In an MDLinx interview, Hartmann said he expects to see a .75 percent increase in interest rates in the second half of 2022. To cope with inflation and economic uncertainty, Hartmann suggested using the following proven strategies.
Assess your debt
Do you have fixed or variable interest rates on your debt? With fixed rates, rising interest rates will have no bearing on the percentage of interest you pay—but that’s not so if you have debts with variable interest rates.
"If you have a fixed rate, a rising rate environment is almost a shrug-your-shoulders event."
— Brian Hartmann, CFP
“But getting to know if you have a fixed rate is really important because a lot of private student loans have floating interest rates,” Hartmann added.
Certain credit cards and personal loans also have variable rates. Check your terms and agreements.
Assess your student loans
Now is an excellent time to review your student loan debt, Hartmann recommended. How you proceed will likely depend on your overall debt load, income level, type of loans you hold, and pursuit of public service loan forgiveness (PSLF).
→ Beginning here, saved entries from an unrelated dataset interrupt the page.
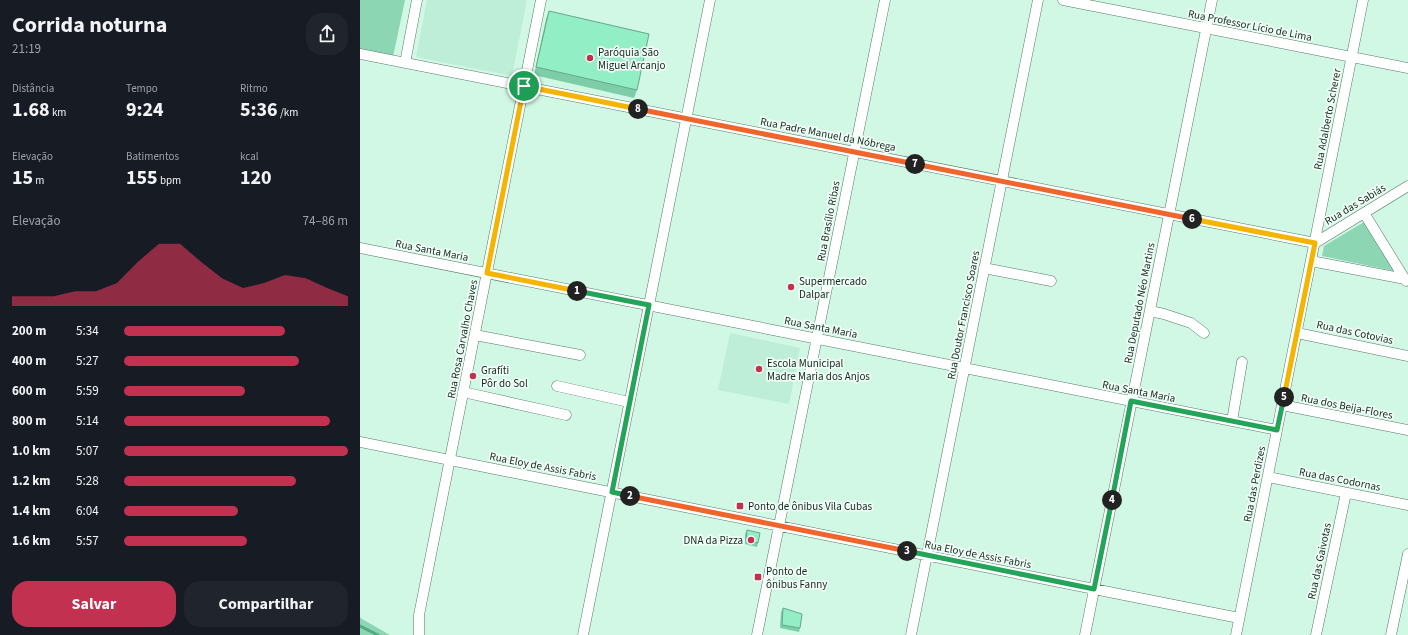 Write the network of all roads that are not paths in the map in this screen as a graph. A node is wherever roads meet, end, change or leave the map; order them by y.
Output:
1 (417, 0) edge
2 (541, 0) edge
3 (710, 0) edge
4 (884, 0) edge
5 (1038, 0) edge
6 (1063, 0) edge
7 (1212, 0) edge
8 (1363, 0) edge
9 (1206, 28) junction
10 (360, 54) edge
11 (1352, 57) junction
12 (405, 62) junction
13 (1408, 68) edge
14 (524, 86) junction
15 (686, 118) junction
16 (854, 152) junction
17 (1002, 181) junction
18 (1408, 186) edge
19 (1364, 213) junction
20 (1169, 214) junction
21 (1315, 243) junction
22 (360, 248) edge
23 (1311, 261) junction
24 (984, 268) junction
25 (487, 273) junction
26 (1051, 281) dead end
27 (1406, 282) edge
28 (649, 305) junction
29 (1150, 311) junction
30 (1204, 333) dead end
31 (1296, 333) junction
32 (475, 335) junction
33 (816, 339) junction
34 (580, 354) dead end
35 (1408, 356) edge
36 (1242, 362) dead end
37 (964, 368) junction
38 (557, 386) dead end
39 (463, 392) junction
40 (1131, 401) junction
41 (629, 402) junction
42 (1282, 405) junction
43 (566, 415) dead end
44 (1232, 421) junction
45 (1277, 430) junction
46 (1408, 430) edge
47 (360, 442) edge
48 (450, 460) junction
49 (1268, 477) junction
50 (612, 492) junction
51 (1346, 492) junction
52 (1408, 505) edge
53 (779, 526) junction
54 (1408, 554) edge
55 (927, 555) junction
56 (1094, 589) junction
57 (1239, 618) junction
58 (419, 635) edge
59 (583, 635) edge
60 (757, 635) edge
61 (911, 635) edge
62 (1085, 635) edge
63 (1236, 635) edge
64 (1316, 635) edge
65 (1392, 635) edge

1 - 12 street
2 - 14 street, Rua Rosa Carvalho Chaves
3 - 15 street
4 - 16 street, Rua Brasílio Ribas
5 - 17 street, Rua Doutor Francisco Soares
6 - 9 street, Rua Professor Lício de Lima
7 - 9 street, Rua Deputado Néo Martins
8 - 11 street, Rua Adalberto Scherer
9 - 11 street, Rua Professor Lício de Lima
9 - 20 street, Rua Deputado Néo Martins
10 - 12 street, Rua Padre Manuel da Nóbrega
11 - 13 street, Rua Professor Lício de Lima
11 - 21 street, Rua Adalberto Scherer
12 - 14 street, Rua Padre Manuel da Nóbrega
14 - 15 street, Rua Padre Manuel da Nóbrega
14 - 25 street, Rua Rosa Carvalho Chaves
15 - 16 street, Rua Padre Manuel da Nóbrega
15 - 28 street
16 - 17 street, Rua Padre Manuel da Nóbrega
16 - 33 street, Rua Brasílio Ribas
17 - 20 street, Rua Padre Manuel da Nóbrega
17 - 24 street, Rua Doutor Francisco Soares
18 - 19 street, Rua das Sabiás
19 - 21 street, Rua das Sabiás
19 - 27 street
20 - 21 street, Rua Padre Manuel da Nóbrega
20 - 29 street, Rua Deputado Néo Martins
21 - 23 street, Rua das Perdizes
22 - 25 street, Rua Santa Maria
23 - 27 street
23 - 31 street, Rua das Perdizes
24 - 26 street
24 - 37 street, Rua Doutor Francisco Soares
25 - 28 street, Rua Santa Maria
25 - 32 street, Rua Rosa Carvalho Chaves
28 - 33 street, Rua Santa Maria
28 - 41 street
29 - 30 street
29 - 40 street, Rua Deputado Néo Martins
31 - 35 street, Rua das Cotovias
31 - 42 street, Rua das Perdizes
32 - 34 street
32 - 39 street, Rua Rosa Carvalho Chaves
33 - 37 street, Rua Santa Maria
33 - 53 street, Rua Brasílio Ribas
36 - 44 street
37 - 40 street, Rua Santa Maria
37 - 55 street, Rua Doutor Francisco Soares
38 - 41 street
39 - 43 street
39 - 48 street, Rua Rosa Carvalho Chaves
40 - 44 street, Rua Santa Maria
40 - 56 street, Rua Deputado Néo Martins
41 - 50 street
42 - 45 street, Rua das Perdizes
42 - 46 street, Rua dos Beija-Flores
44 - 45 street, Rua Santa Maria
45 - 49 street, Rua das Perdizes
47 - 48 street, Rua Eloy de Assis Fabris
48 - 50 street, Rua Eloy de Assis Fabris
48 - 58 street, Rua Rosa Carvalho Chaves
49 - 51 street, Rua das Codornas
49 - 57 street, Rua das Perdizes
50 - 53 street, Rua Eloy de Assis Fabris
50 - 59 street
51 - 52 street, Rua das Codornas
51 - 64 street, Rua das Gaivotas
53 - 55 street, Rua Eloy de Assis Fabris
53 - 60 street, Rua Brasílio Ribas
54 - 65 street
55 - 56 street, Rua Eloy de Assis Fabris
55 - 61 street, Rua Doutor Francisco Soares
56 - 57 street, Rua Eloy de Assis Fabris
56 - 62 street, Rua Deputado Néo Martins
57 - 63 street, Rua das Perdizes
For example, if you have variable-rate loans, you may want to consolidate and lock into a fixed-rate loan before interest rates rise further, according to Hartmann. But if you’re pursuing PSLF and are on an income-driven repayment plan, you already have fixed-rate loans, and you’re likely best served sticking to your plan.
Finally, President Biden’s 2022 decision to cancel $10,000–$20,000 in student loan debt may also factor into your decision. While this may be welcome news to any clinician carrying debt from student loans, it may also represent a drop in the bucket for HCPs with massive amounts of student loan debt, such as physicians.
The key is to know what type of loans you have, and get clear on your repayment plan and how debt cancelation affects it.
Consider a home equity line of credit
If you’ve seen the value of your home increase dramatically, as most homeowners have, now may be a great time to take out a home equity line of credit.
Hartmann explained this was like an extra insurance policy, saying, “Just for peace of mind, if something does happen as a result of everything that we’re going through in the economy, you always have that liquidity in your pocket. Once you need it, it’ll be too late to get it.”
Want a new car, appliance, or home renovation? It’s probably best to stick to essentials right now, Hartmann suggested. Cash on hand is useful during economic volatility, and committing to monthly payments limits your liquidity. Plus, supply-chain issues have driven the price of major consumer goods—like cars—to nosebleed heights.
While there has been increased demand for HCPs, combined with an overall increase in wages throughout economic sectors, inflation has weakened the buying power of all consumers.
Depending on your proximity to retirement, now may be a great time to invest despite Wall Street volatility.
"If you’re a long-term investor, there’s never a bad time to continue to put money to work."
— Brian Hartmann, CFP
He recommended dollar-cost averaging: take the money you want to invest, divide it by a specific number of months, and then invest that amount monthly on the same date.
“That way, you don't have to worry about timing the market perfectly,” Hartmann said. “I think there are a lot of opportunities still there, as long as you have the time horizon. Volatility in the short term is here to stay."
What this means for you
No one knows with complete certainty what will happen in the US economy in the months ahead. However, the Federal Reserve has signaled a commitment to bringing inflation under control. That means clinicians can expect rising interest rates and some volatility on Wall Street. Best financial practices as offered by a certified financial planner will help HCPs navigate the current economic environment.